— Что такое?
Мать повторила.
— Это зачем? Я вовсе не хочу вашей школы! Вы имеете право жить в доме — и живите! И я при вас! Что за школы такие? Что за расчет грошовый? Ну, без меня вы как хотели, так жили, и кухня, и педагогия… но запереть дочь — нет, благодарю покорно! У вас, может, был какой-нибудь денежный расчет с этой госпожой; вы ей — родня по мужу, но ведь я-то ее тетенькой звать не стану! Ну, расходы вы держали пополам, так теперь, полагаю, можно перестать скупиться: дочь есть, для нее. Мне восемнадцать лет, недолго осталось молодости: я и то в тюрьме высидела.
Анне Васильевне казалось, что все кругом плывет и шатается.
— Вы думали, бывало легко? Ни шляпки, ни перчаток, дожидайся, когда вы пришлете? Пари нельзя подержать на какую-нибудь коробку конфет! Ужас! Стыд! Вы этого не понимаете, вам хорошо! Теперь-то, по крайней мере, можно жить, а вы затеваете еще школы какие-то! Не хочу! Не ваш этот дом — наймите другой! Едем в деревню, у нас есть деревня — а зимой в Москву, в Петербург.

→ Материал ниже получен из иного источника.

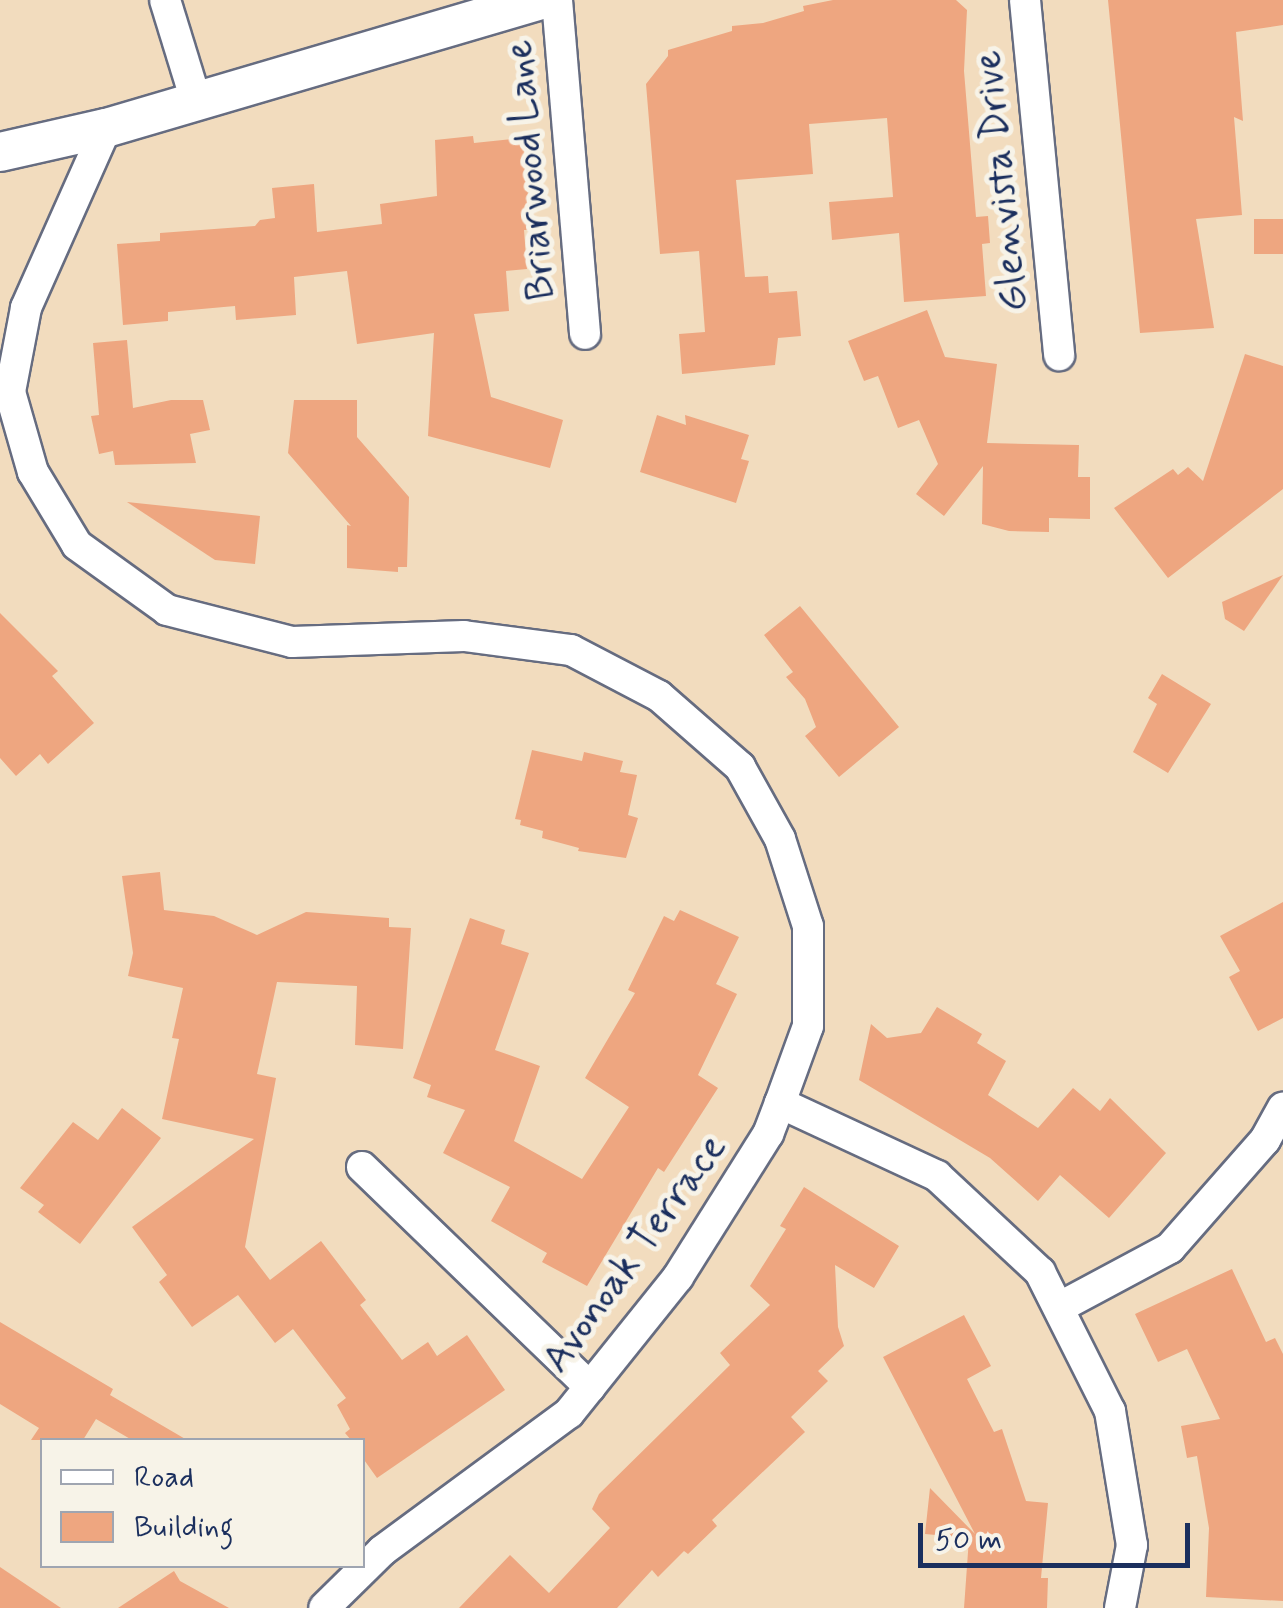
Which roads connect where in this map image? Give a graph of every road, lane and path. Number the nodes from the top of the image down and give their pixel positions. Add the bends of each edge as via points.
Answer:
1 (164, 0) edge
2 (542, 0) edge
3 (557, 0) edge
4 (1025, 0) edge
5 (196, 100) junction
6 (106, 128) junction
7 (0, 152) edge
8 (584, 334) dead end
9 (1059, 355) dead end
10 (780, 1103) junction
11 (1283, 1108) edge
12 (362, 1167) dead end
13 (1060, 1306) junction
14 (590, 1387) junction
15 (365, 1568) edge
16 (365, 1568) edge
17 (324, 1608) edge
18 (1120, 1608) edge

1 - 5 street
2 - 5 street
3 - 8 street, Briarwood Lane
4 - 9 street, Glenvista Drive
5 - 6 street
6 - 7 street
6 - 10 street, Avonoak Terrace via 26,308 10,392 32,472 77,546 167,610 235,628 292,642 464,636 571,650 659,696 740,767 780,840 808,926 808,1026
10 - 13 street via 938,1176 1040,1272
10 - 14 street, Avonoak Terrace via 768,1134 678,1277
11 - 13 street via 1265,1140 1170,1248
12 - 14 street
13 - 18 street via 1110,1411 1132,1545
14 - 15 street, Avonoak Terrace via 569,1413
16 - 17 street, Avonoak Terrace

Анна Васильевна была бледнее стены.
— Саша, — сказала она, — у нас ничего нет.
— Как ничего? Помилуйте, я — не маленький ребенок, я знаю закон. Вы получили же после вашего мужа?
— Саша, ты все говоришь «ваш муж», он — тебе отец.
— Да-с, но он был господин Табаев, а я — мещанка Орешкова. Но это оставим. Вы — госпожа Табаева и свое получили.
— Я ничего не получила.
— Как? Так вас провели?
— Никто меня не провел, я сама ничего не взяла, — вскричала Анна Васильевна и зарыдала.
Саша подошла к ней. Она удивленно смотрела на мать, неловко дотронулась до ее плеча, сконфуженная, немного испуганная. Сказать она ничего не могла и не умела: она в первый раз видела такие… странности. Она даже пожала плечами.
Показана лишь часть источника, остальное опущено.